Bluffing poses a particularly interesting challenge. A successful bluff can dramatically change a poker game in your favor, but do it too much and your deception becomes predictable. So the bot has to balance bluffing with betting on legitimately strong hands.
Pluribus is a more advanced version of Carnegie Mellon's bot Libratus, which beat pros in heads up play a couple of years ago. There's a new online search algorithm that let Pluribus look at the available options for a few moves ahead, and not just the end of the game. It also had "faster self-play algorithms for games with hidden information," Facebook said, meaning that it was more efficient in learning how to deal with hidden information in games the bot played against copies of itself.
As a result, it's a lot more efficient than many other AI game-playing bots. It uses less than 128 GB of memory and runs on just two GPUs while playing. In 2016, AlphaGo tapped into 1,920 CPUs and 280 GPUs while facing off against Go professional Lee Sedol. Pluribus typically plays twice as fast as pros, taking an average of 20 seconds per hand when it played copies of itself.
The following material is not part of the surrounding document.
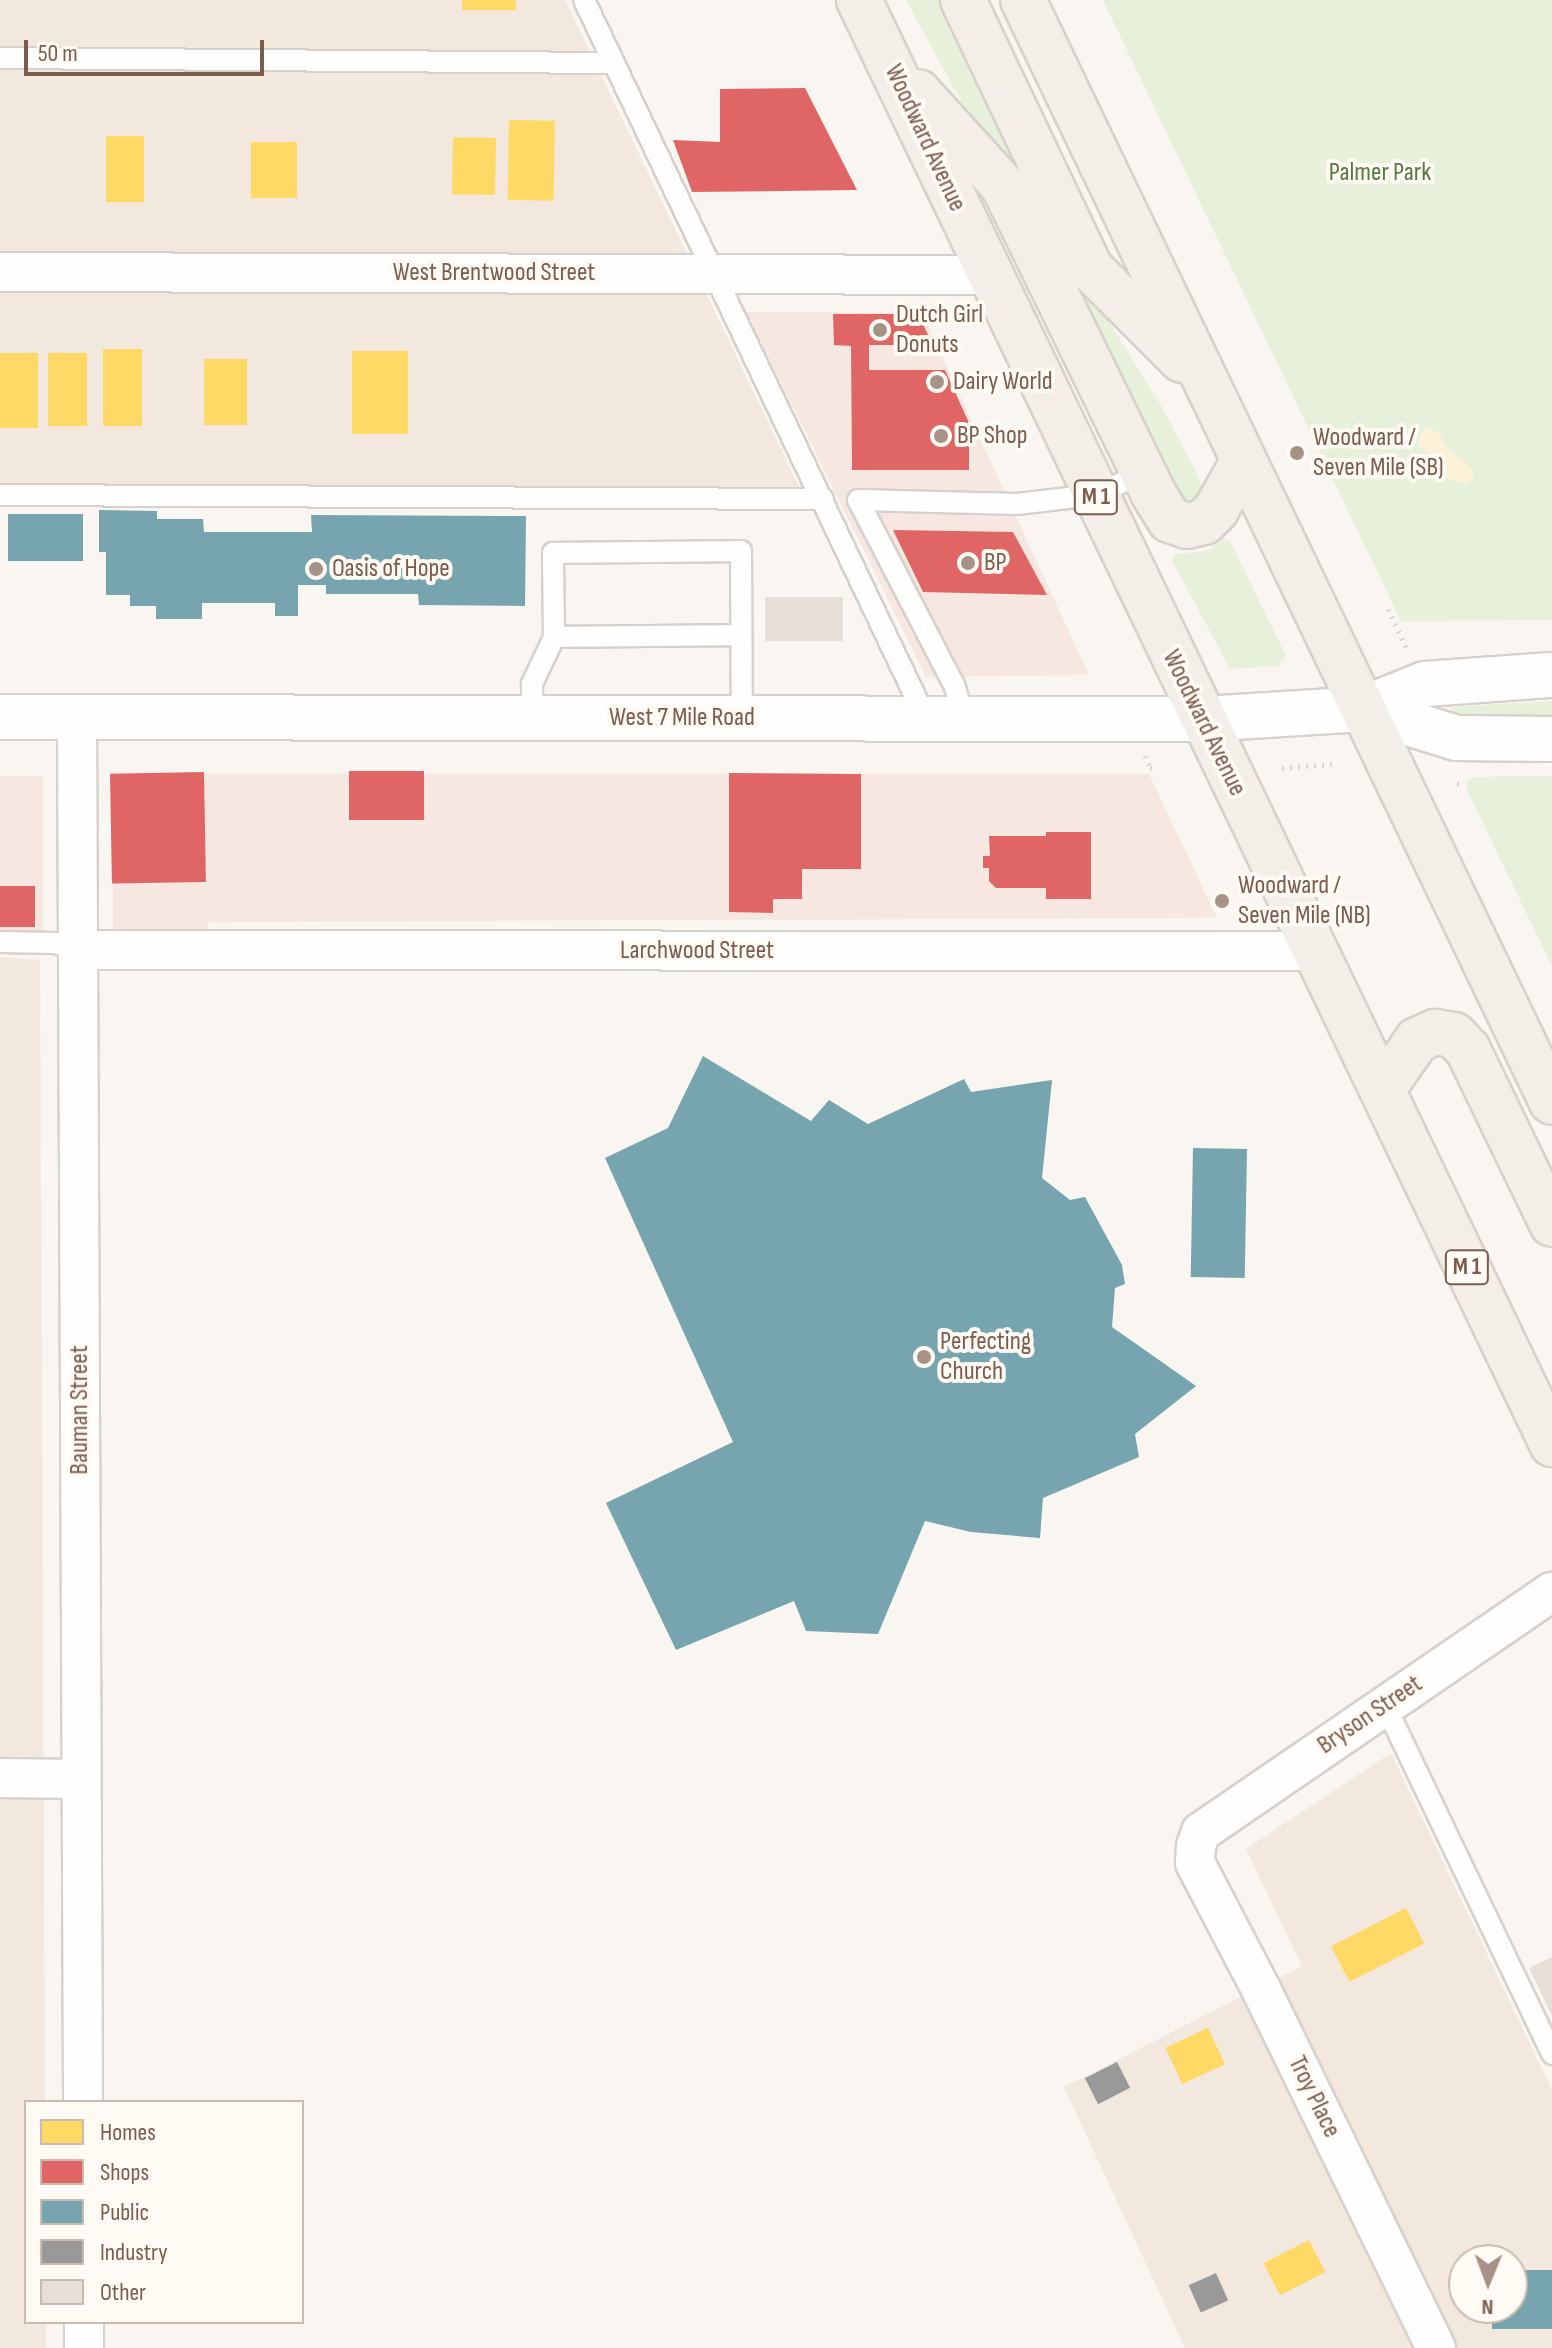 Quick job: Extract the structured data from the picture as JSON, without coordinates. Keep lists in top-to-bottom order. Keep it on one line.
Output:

In 10,000 hands of poker over 12 days, Pluribus faced off against several pros, including World Series of Poker Main Event champions and World Poker Tour winners. Among them were Chris Ferguson, Greg Merson, Darren Elias and Jimmy Chou. All have won at least $1 million in pro play, and had a monetary incentive to play their best.
"If each chip was worth a dollar, Pluribus would have won an average of about $5 per hand and would have made about $1,000/hour playing against five human players," Facebook wrote. "These results are considered a decisive margin of victory by poker professionals."
The pros seemed intrigued by the types of strategies Pluribus employed, such as the atypical (for humans) move of kicking off a round with a bet after calling the previous go-round. "It was incredibly fascinating getting to play against the poker bot and seeing some of the strategies it chose," Michael Gagliano said. "There were several plays that humans simply are not making at all, especially relating to its bet sizing."
"Pluribus is a very hard opponent to play against," Ferguson said. "It's really hard to pin him down on any kind of hand. He's also very good at making thin value bets on the river. He's very good at extracting value out of his good hands."